== Segment start ==

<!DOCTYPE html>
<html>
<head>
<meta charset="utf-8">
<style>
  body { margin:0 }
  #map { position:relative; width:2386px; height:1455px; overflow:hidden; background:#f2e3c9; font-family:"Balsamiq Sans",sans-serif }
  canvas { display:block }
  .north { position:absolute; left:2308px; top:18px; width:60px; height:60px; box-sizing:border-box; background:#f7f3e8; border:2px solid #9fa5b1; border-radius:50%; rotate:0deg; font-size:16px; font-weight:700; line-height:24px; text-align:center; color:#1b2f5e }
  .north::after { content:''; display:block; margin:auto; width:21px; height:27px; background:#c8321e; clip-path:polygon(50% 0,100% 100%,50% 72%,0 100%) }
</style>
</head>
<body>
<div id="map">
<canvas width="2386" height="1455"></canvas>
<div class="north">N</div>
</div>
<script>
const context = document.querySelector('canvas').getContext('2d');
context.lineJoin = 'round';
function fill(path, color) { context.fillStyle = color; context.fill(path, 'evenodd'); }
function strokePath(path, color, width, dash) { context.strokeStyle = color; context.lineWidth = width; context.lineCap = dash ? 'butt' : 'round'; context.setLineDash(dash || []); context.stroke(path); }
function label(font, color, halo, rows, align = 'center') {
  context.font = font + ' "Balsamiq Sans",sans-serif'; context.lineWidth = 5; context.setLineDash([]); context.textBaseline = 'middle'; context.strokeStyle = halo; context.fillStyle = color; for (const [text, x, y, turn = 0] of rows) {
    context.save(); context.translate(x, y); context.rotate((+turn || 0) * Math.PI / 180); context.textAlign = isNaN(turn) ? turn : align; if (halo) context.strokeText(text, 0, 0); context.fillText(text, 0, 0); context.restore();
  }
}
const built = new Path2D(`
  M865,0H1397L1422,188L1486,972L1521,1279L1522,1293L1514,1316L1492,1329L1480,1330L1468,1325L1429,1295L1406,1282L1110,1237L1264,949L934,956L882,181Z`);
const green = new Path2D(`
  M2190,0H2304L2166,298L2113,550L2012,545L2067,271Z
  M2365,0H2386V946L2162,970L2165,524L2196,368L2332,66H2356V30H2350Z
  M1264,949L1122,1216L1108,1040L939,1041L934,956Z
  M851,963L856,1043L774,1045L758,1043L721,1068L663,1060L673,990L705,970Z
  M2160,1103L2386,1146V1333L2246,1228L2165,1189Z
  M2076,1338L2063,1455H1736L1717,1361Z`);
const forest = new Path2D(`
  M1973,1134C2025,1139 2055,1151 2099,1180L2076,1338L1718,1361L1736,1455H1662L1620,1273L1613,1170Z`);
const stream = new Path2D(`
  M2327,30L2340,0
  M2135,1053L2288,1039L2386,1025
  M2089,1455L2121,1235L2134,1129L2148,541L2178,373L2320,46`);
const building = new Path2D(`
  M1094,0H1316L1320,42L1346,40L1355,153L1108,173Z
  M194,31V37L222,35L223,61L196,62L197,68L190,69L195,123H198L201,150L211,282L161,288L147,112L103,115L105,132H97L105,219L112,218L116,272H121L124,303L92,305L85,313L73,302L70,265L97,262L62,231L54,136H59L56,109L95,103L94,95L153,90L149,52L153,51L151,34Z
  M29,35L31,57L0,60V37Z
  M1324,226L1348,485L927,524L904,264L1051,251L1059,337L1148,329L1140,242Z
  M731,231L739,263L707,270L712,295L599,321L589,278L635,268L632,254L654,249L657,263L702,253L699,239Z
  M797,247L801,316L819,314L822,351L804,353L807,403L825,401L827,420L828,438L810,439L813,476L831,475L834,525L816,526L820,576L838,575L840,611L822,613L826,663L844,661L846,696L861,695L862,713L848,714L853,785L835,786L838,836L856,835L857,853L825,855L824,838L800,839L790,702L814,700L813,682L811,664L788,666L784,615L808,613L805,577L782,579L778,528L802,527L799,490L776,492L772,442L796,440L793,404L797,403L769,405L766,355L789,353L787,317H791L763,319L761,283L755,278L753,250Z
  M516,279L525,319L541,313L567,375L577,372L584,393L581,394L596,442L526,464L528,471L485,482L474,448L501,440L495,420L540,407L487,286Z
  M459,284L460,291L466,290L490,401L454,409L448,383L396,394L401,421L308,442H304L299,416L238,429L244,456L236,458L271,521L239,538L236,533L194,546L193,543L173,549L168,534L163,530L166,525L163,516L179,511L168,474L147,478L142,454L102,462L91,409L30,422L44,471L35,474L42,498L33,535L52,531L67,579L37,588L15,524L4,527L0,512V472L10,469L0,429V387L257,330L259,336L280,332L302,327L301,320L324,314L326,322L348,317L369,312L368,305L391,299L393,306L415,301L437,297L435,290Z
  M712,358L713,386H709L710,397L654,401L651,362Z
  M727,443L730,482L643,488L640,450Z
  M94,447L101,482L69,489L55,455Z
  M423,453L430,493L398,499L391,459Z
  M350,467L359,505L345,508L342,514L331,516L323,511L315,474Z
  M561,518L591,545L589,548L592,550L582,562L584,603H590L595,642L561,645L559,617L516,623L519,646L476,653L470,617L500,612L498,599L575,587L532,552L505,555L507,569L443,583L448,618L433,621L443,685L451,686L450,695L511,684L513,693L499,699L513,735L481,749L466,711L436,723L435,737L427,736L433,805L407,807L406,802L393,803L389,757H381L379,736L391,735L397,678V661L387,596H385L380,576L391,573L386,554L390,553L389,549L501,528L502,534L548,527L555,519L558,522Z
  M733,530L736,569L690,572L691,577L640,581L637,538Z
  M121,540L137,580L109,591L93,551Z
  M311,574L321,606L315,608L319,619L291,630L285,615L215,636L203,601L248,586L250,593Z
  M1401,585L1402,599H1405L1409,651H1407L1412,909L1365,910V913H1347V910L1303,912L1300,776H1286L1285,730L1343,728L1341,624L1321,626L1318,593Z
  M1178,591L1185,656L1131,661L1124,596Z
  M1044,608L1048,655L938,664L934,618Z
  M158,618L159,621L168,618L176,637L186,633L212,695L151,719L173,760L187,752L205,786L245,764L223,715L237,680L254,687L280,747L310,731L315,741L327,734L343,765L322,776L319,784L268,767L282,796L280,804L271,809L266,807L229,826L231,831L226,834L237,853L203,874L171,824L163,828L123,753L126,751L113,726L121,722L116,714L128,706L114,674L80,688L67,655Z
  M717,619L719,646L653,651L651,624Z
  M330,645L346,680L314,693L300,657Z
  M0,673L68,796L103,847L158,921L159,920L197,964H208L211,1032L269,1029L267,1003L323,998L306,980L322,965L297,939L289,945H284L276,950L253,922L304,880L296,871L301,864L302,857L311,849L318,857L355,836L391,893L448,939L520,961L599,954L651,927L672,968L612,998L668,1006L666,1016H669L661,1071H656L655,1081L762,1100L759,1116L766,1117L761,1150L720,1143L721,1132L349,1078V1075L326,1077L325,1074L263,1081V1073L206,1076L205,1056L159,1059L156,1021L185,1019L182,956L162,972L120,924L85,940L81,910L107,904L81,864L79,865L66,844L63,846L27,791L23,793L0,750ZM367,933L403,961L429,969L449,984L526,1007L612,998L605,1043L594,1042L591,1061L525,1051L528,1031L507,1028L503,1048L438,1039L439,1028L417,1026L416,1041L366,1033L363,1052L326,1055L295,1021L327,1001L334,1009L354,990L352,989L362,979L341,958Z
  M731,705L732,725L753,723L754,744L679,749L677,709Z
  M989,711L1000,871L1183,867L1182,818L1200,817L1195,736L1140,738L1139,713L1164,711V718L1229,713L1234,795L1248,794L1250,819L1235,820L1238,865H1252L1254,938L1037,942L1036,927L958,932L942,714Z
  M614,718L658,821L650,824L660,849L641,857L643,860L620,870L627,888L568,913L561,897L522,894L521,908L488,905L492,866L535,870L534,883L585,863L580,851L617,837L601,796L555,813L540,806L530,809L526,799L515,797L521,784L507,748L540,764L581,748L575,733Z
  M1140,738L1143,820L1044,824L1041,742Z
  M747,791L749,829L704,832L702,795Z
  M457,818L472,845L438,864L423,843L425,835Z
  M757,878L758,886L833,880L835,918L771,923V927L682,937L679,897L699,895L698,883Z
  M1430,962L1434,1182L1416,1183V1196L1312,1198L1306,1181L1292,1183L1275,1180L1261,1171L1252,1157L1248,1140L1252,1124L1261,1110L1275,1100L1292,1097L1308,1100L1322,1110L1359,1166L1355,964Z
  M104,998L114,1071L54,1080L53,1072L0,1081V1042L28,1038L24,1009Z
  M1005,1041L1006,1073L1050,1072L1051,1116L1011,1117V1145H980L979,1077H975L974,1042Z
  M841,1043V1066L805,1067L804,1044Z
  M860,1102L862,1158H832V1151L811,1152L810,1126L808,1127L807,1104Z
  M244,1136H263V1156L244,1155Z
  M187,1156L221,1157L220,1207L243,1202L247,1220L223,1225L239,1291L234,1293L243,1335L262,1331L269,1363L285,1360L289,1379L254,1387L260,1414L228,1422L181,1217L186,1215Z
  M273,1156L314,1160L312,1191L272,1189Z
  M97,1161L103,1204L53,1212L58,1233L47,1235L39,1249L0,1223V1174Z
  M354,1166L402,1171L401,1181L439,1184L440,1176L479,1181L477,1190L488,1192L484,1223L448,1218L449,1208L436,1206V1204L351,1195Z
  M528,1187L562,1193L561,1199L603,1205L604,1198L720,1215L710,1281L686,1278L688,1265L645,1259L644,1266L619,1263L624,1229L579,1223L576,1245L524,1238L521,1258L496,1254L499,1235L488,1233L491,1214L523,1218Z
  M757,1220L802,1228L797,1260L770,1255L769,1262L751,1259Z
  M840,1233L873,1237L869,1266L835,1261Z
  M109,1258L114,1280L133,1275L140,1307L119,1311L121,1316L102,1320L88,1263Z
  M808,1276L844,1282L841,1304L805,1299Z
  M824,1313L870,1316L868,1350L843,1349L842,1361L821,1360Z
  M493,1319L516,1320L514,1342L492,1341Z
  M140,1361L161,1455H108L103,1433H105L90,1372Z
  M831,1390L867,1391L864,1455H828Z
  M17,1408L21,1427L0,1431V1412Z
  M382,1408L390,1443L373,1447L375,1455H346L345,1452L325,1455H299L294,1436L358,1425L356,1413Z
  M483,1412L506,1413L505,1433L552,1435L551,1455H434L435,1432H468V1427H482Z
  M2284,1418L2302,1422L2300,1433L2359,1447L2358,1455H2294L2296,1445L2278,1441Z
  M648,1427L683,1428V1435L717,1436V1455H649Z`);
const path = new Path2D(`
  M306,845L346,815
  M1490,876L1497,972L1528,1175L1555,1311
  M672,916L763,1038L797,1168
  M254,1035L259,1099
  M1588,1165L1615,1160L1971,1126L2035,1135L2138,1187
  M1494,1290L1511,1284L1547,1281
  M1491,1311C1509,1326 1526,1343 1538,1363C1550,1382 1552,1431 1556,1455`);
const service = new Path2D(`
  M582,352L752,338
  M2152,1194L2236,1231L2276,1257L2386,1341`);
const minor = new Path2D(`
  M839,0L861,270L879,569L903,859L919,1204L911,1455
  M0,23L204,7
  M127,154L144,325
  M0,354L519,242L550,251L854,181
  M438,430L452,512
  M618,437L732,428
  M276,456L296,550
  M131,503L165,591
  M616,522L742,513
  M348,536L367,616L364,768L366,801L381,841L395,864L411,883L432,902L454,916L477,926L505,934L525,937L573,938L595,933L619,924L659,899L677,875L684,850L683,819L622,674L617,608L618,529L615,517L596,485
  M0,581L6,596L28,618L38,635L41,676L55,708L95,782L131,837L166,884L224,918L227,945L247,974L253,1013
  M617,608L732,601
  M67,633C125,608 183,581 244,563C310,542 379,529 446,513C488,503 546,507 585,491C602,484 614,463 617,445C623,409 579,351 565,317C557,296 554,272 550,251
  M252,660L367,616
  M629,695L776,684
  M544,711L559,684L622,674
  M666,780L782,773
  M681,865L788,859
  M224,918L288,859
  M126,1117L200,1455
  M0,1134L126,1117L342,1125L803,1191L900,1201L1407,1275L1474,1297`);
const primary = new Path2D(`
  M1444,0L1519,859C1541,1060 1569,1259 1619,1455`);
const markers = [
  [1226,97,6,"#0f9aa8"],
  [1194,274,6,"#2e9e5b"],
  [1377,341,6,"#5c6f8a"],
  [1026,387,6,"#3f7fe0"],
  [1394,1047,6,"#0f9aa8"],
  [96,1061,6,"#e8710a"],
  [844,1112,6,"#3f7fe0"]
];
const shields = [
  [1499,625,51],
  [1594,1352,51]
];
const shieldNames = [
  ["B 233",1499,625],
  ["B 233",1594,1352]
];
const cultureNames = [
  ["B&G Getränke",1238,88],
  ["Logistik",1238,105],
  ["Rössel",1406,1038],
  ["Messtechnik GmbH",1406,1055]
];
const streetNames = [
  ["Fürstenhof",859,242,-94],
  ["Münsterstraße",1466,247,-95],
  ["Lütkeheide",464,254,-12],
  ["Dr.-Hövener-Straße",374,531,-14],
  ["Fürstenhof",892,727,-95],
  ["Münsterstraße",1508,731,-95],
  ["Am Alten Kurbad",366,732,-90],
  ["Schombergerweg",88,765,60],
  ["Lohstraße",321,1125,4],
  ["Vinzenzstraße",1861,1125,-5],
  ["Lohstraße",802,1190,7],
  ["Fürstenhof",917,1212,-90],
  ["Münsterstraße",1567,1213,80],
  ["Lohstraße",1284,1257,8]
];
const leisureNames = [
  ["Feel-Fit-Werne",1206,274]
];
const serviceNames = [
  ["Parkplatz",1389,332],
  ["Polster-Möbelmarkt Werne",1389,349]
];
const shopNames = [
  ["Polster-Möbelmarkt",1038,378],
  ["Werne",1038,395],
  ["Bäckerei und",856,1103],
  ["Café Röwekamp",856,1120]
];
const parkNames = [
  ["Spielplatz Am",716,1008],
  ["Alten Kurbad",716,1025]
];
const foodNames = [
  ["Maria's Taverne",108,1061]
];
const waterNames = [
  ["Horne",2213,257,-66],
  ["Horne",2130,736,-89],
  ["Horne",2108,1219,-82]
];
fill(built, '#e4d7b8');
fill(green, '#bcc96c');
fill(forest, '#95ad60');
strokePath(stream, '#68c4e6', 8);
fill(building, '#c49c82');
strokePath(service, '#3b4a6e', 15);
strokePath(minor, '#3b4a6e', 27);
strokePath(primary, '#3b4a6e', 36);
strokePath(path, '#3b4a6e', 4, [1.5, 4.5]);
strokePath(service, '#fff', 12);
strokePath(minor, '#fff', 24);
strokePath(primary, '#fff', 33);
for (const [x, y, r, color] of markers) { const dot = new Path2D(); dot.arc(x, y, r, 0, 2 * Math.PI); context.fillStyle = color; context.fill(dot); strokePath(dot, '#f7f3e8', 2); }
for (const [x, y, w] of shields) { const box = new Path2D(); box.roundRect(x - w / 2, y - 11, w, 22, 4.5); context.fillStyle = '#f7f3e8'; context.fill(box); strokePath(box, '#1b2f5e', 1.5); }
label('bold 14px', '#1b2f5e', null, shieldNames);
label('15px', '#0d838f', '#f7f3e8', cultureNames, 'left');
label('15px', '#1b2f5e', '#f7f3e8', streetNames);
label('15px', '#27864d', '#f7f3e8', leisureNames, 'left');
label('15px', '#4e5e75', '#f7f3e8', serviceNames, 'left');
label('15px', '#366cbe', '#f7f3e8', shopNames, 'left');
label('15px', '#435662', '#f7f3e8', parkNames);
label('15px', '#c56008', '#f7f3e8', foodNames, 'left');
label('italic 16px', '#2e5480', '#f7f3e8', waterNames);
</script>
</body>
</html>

== Segment end ==

* _Exercise requirements_: When a line in the data holds the word "setLineDash", show that line.

* _Reply to the task_:
function strokePath(path, color, width, dash) { context.strokeStyle = color; context.lineWidth = width; context.lineCap = dash ? 'butt' : 'round'; context.setLineDash(dash || []); context.stroke(path); }
  context.font = font + ' "Balsamiq Sans",sans-serif'; context.lineWidth = 5; context.setLineDash([]); context.textBaseline = 'middle'; context.strokeStyle = halo; context.fillStyle = color; for (const [text, x, y, turn = 0] of rows) {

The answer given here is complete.